Accommodating these events often creates more work for my staff, especially after the summer campers have gone, when we have to spend a lot of time finding tent pegs left in the ground. Not only can they be dangerous but they can often damage our mowing cylinders.
The rest of the summer holiday period is spent with the ongoing mowing regimes and gardening works along with sorting out the goal posts for the oncoming Michaelmas term.
Michaelmas Term: September - December.
Sports played: girls hockey on grass and rugby.
The rugby and football pitches are roller mown with an 8 foot wide. In previous years the length of sward on these winter pitches was kept at between 100-125mm. However, with more soccer being played at the college, we gradually began to lower the height of cut on all our pitches to 50mm, which was then cut to 25mm for soccer after the Christmas holidays.
Hockey pitches are cut, rolled and marked using the Alletts and Kombis.
We apply an autumn feed to take the pitches through the winter months.
The college has strong links with Shropshire Wildlife Trust and a recent co-project has been the creation of habitats for hedgehogs within the grounds. Another development at the school, supported by the groundstaff, has been the formation of a pupil 'Green Team' who have instigated tree planting, wild-flower areas and hardwood tree planting. This has given the groundstaff the opportunity to interface and share their expertise with pupils of varying ages.
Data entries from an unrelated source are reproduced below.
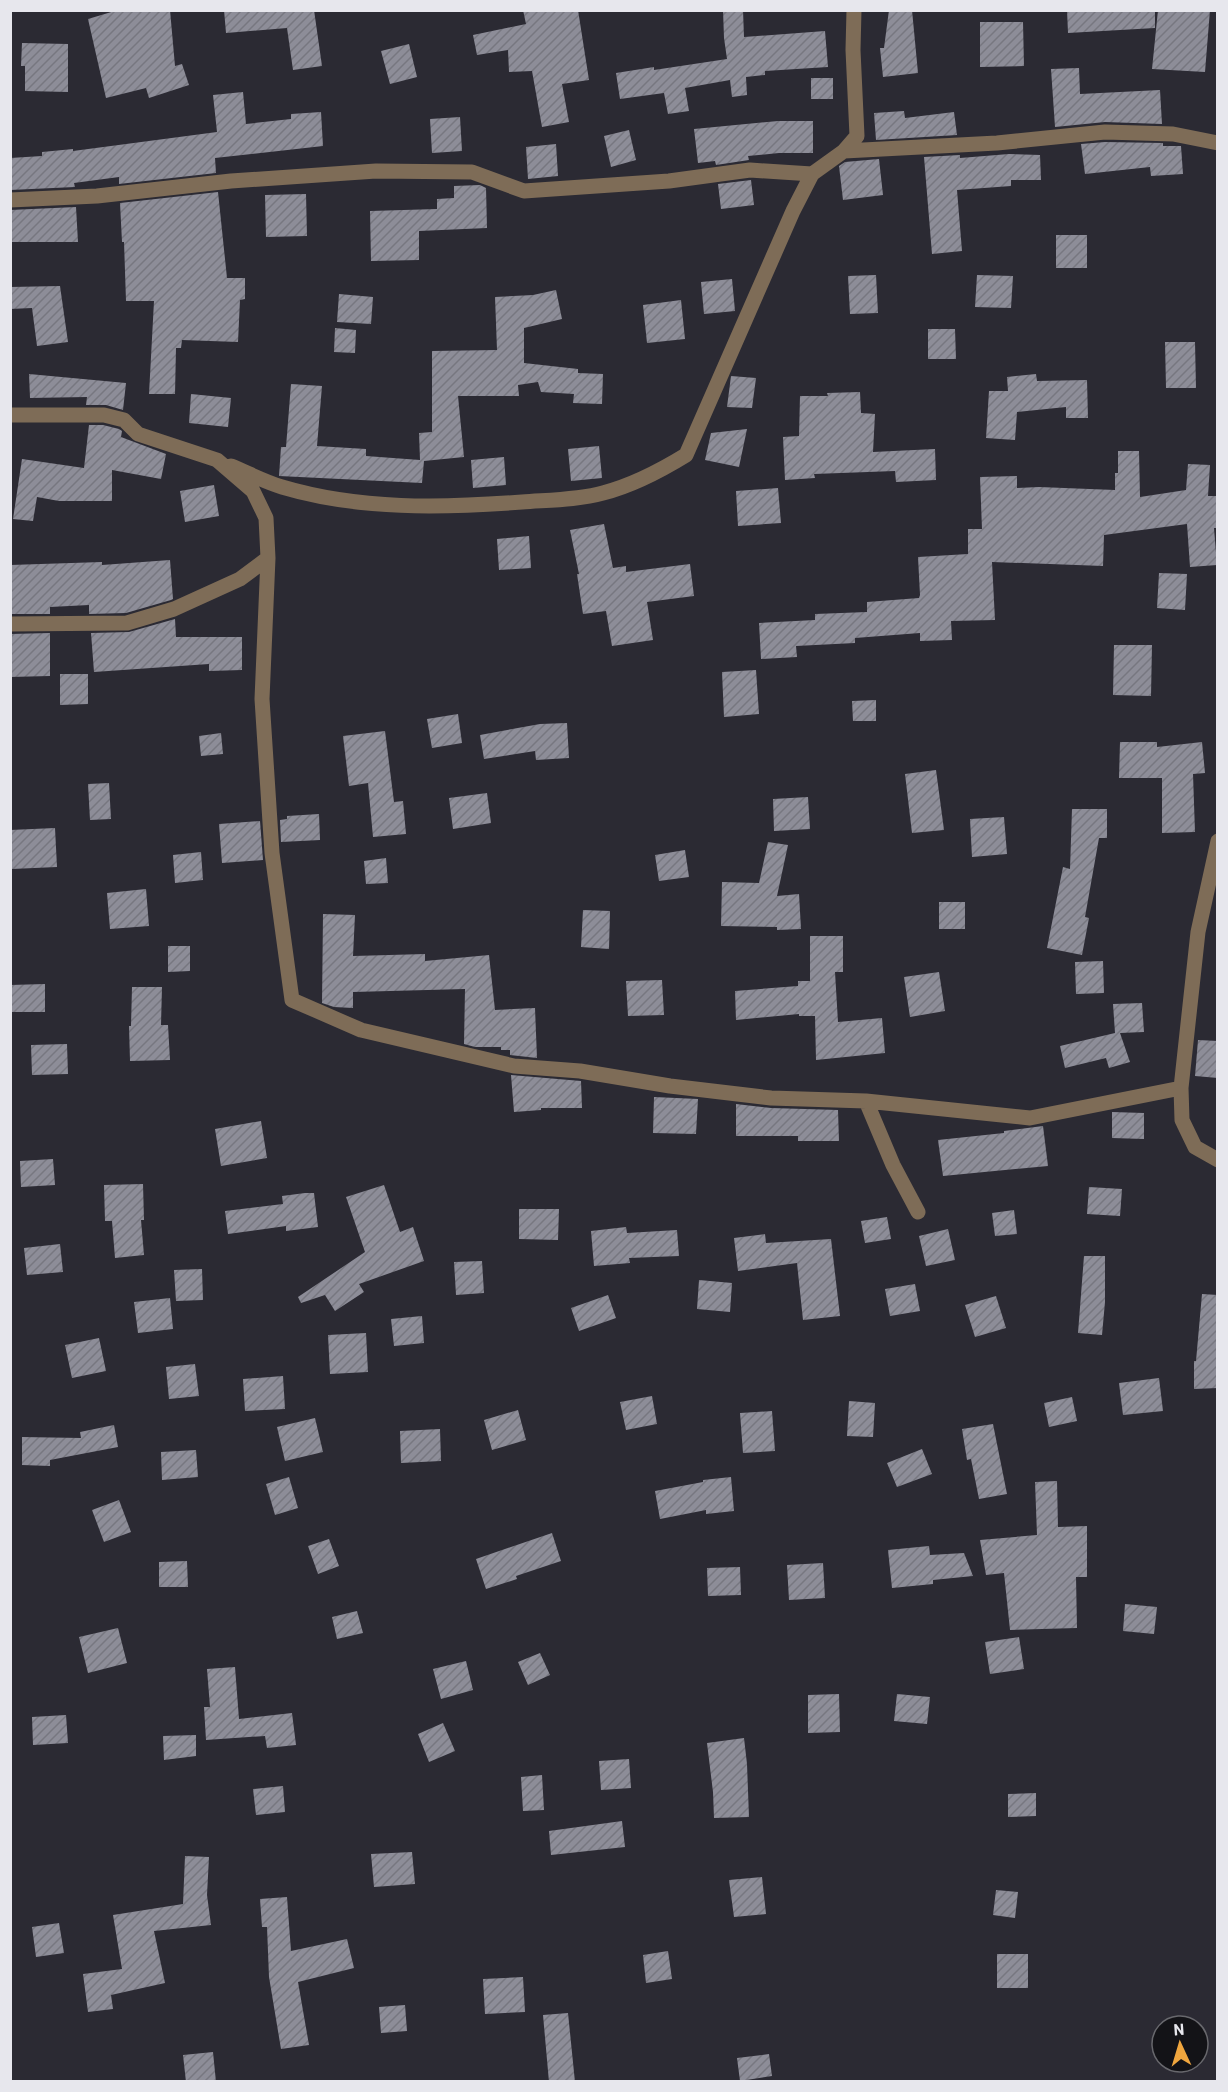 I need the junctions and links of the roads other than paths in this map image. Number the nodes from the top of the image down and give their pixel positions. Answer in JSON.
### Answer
{"nodes":[{"id":1,"x":854,"y":10,"type":"edge"},
{"id":2,"x":1218,"y":143,"type":"edge"},
{"id":3,"x":844,"y":151,"type":"junction"},
{"id":4,"x":812,"y":174,"type":"junction"},
{"id":5,"x":10,"y":200,"type":"edge"},
{"id":6,"x":10,"y":415,"type":"edge"},
{"id":7,"x":217,"y":460,"type":"junction"},
{"id":8,"x":268,"y":558,"type":"junction"},
{"id":9,"x":10,"y":624,"type":"edge"},
{"id":10,"x":1218,"y":841,"type":"edge"},
{"id":11,"x":1181,"y":1088,"type":"junction"},
{"id":12,"x":866,"y":1101,"type":"junction"},
{"id":13,"x":1218,"y":1160,"type":"edge"},
{"id":14,"x":918,"y":1212,"type":"dead end"}],
"edges":[{"from":1,"to":3,"type":"street"},
{"from":2,"to":3,"type":"street"},
{"from":3,"to":4,"type":"street"},
{"from":4,"to":5,"type":"street"},
{"from":4,"to":7,"type":"street"},
{"from":6,"to":7,"type":"street"},
{"from":7,"to":8,"type":"street"},
{"from":8,"to":9,"type":"street"},
{"from":8,"to":12,"type":"street"},
{"from":10,"to":11,"type":"street"},
{"from":11,"to":12,"type":"street"},
{"from":11,"to":13,"type":"street"},
{"from":12,"to":14,"type":"street"}]}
Other tasks that the team undertake are centred around annual hedging and pruning works, as well as any unforeseen tasks. And finally, during the winter months, we look to undertake any minor refurbishment works or small constructions / drainage work.
We have a number of artificial tennis courts and all weather areas that we also have to maintain.
The college cannot afford to stand still and we all need to work towards improving the quality of our playing surfaces. The investment in quality machinery, materials and the ongoing training of staff are key elements that we need to address to ensure the college continues to maintain the fine reputation it has developed for its sports provision during the last 123 years.